Investigation and Comparison of Specific Antibodies' Affinity Interaction with SARS-CoV-2 Wild-Type, B.1.1.7, and B.1.351 Spike Protein by Total Internal Reflection Ellipsometry

Abstract

SARS-CoV-2 vaccines provide strong protection against COVID-19. However, the emergence of SARS-CoV-2 variants has raised concerns about the efficacy of vaccines. In this study, we investigated the interactions of specific polyclonal human antibodies (pAb-SCoV2-S) produced after vaccination with the Vaxzevria vaccine with the spike proteins of three SARS-CoV-2 variants of concern: wild-type, B.1.1.7, and B.1.351. Highly sensitive, label-free, and real-time monitoring of these interactions was accomplished using the total internal reflection ellipsometry method. Thermodynamic parameters such as association and dissociation rate constants, the stable immune complex formation rate constant (k_r), the equilibrium association and dissociation (K_D) constants and steric factors (P_s) were calculated using a two-step irreversible binding mathematical model. The results obtained show that the K_D values for the specific antibody interactions with all three types of spike protein are in the same nanomolar range. The K_D values for B.1.1.7 and B.1.351 suggest that the antibody produced after vaccination can successfully protect the population from the alpha (B.1.1.7) and beta (B.1.351) SARS-CoV-2 mutations. The steric factors (P_s) obtained for all three types of spike proteins showed a 100-fold lower requirement for the formation of an immune complex when compared with nucleocapsid protein.

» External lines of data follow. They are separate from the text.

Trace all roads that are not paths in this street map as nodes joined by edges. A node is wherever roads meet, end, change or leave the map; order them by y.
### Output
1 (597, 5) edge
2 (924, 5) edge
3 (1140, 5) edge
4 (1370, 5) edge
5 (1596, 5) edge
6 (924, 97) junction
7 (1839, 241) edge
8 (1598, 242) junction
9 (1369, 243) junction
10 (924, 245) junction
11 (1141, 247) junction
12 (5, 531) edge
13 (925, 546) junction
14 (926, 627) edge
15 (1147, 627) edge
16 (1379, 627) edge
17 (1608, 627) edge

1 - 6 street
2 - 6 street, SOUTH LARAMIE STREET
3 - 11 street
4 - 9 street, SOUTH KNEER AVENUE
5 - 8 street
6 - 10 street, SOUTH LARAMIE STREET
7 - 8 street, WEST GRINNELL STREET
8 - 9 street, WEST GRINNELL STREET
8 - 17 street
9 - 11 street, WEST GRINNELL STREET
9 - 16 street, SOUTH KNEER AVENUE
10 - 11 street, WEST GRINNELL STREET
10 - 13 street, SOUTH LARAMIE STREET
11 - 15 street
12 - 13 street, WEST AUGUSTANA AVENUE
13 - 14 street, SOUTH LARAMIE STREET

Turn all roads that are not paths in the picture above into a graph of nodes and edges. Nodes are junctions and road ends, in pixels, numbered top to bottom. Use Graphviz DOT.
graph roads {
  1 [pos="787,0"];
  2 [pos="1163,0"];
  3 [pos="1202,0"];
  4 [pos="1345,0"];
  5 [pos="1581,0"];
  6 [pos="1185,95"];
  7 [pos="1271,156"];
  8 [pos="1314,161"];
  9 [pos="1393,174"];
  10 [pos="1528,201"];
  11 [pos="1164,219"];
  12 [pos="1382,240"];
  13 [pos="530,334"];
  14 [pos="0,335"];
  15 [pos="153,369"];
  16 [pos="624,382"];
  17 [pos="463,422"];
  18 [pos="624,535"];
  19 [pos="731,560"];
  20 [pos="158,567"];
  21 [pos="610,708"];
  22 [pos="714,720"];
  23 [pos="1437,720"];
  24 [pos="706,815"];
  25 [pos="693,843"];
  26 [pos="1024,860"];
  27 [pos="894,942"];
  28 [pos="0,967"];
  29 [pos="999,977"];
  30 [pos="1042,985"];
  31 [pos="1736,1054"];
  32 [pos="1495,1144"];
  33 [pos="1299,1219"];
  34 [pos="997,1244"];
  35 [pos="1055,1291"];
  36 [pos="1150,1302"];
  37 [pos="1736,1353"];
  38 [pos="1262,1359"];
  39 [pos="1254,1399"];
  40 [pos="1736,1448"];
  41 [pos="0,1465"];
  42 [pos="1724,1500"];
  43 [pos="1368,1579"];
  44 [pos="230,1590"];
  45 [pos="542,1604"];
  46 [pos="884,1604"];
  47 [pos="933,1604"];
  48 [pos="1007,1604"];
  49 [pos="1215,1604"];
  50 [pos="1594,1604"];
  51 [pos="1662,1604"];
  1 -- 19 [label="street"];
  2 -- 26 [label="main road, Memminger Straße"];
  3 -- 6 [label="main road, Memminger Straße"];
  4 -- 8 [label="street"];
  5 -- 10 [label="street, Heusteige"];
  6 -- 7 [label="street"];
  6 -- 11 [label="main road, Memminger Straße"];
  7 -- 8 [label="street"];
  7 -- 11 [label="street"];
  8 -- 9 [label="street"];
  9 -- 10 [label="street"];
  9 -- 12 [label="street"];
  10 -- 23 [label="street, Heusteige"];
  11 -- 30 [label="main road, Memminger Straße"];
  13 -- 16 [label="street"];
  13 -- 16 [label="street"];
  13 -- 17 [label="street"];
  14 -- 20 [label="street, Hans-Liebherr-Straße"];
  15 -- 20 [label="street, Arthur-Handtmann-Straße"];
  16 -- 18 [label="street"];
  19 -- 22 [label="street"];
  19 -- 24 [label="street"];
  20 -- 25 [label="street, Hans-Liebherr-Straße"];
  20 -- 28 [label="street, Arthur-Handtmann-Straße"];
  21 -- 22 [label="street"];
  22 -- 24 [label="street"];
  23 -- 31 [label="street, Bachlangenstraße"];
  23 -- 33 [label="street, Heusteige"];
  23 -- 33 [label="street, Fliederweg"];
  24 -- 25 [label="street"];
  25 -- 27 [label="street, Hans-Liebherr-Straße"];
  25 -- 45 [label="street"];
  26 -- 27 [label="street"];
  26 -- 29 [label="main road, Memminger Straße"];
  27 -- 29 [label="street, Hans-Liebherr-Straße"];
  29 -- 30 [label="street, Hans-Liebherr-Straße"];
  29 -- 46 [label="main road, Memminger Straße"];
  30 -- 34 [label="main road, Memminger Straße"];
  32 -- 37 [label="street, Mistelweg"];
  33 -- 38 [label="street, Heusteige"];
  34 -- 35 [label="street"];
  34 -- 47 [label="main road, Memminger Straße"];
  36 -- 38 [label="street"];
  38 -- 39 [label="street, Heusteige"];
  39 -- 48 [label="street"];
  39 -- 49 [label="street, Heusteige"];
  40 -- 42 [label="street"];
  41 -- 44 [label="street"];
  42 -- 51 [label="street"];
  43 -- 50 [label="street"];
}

Keywords: SARS-CoV-2; antibody–antigen interaction; immune complex; total internal reflection ellipsometry.

Figure 1

(A) Schematic representation of SARS-CoV-2 S protein (SCoV2-S, SCoV2-αS, or SCoV2-βS) covalent immobilization on the gold-coated SPR sensor disc pre-modified with 11-MUA SAM. (B) The principle scheme representing total internal reflection ellipsometry measurements. (C) Schematic representation of SCoV2-S, SCoV2-αS, and SCoV2-βS covalent immobilization and interaction with specific polyclonal antibodies (pAb-SCoV2-S).

Figure 2

Time-resolved TIRE kinetics and ellipsometric parameters of SCoV2-S immobilization and interaction with specific polyclonal antibodies. (A) Kinetics of covalent SCoV2-S immobilization on 11-MUA SAM modified gold-coated SPR sensor disc; (B) kinetics of polyclonal antibody interaction with covalently immobilized ScoV2-S at different serum dilutions (1:4, 1:10, 1:20, 1:30, and 1:40); (C) Δ and (D) Ψ spectral shift after immune complex formation using the same dilutions of polyclonal antibodies.

Figure 3

Time-resolved TIRE kinetics and ellipsometric parameters of SCoV2-αS immobilization and interaction with specific polyclonal antibodies. (A) Kinetics of covalent SCoV2α-S immobilization on 11-MUA SAM modified gold-coated SPR sensor disc; (B) kinetics of polyclonal antibody interaction with covalently immobilized SCoV2-αS at 1:40 dilution of serum; (C) Δ and (D) Ψ spectral shift after immune complex formation using the same dilutions of polyclonal antibodies.

Figure 4

Time-resolved TIRE kinetics and ellipsometric parameters of SCoV2-βS immobilization and interaction with specific polyclonal antibodies. (A) Kinetics of covalent SCoV2β-S immobilization on 11-MUA SAM modified gold-coated SPR sensor disc; (B) kinetics of polyclonal antibody interaction with covalently immobilized SCoV2-βS at 1:40 dilution of serum; (C) Δ and (D) Ψ spectral shift after the formation of immune complexes using the same dilutions of polyclonal antibodies.

Figure 5

Normalized pAb-SCoV2-S antibody surface concentration (f) evolution in time obtained using 1:40 diluted blood serum during the formation of the immune complex with (A) SCoV2-S, (B) SCoV2-αS, (C) SCoV2-βS. Points correspond to experimentally obtained results, while lines for fitting are derived by using two-step irreversible binding immune complex formation mathematical modeling.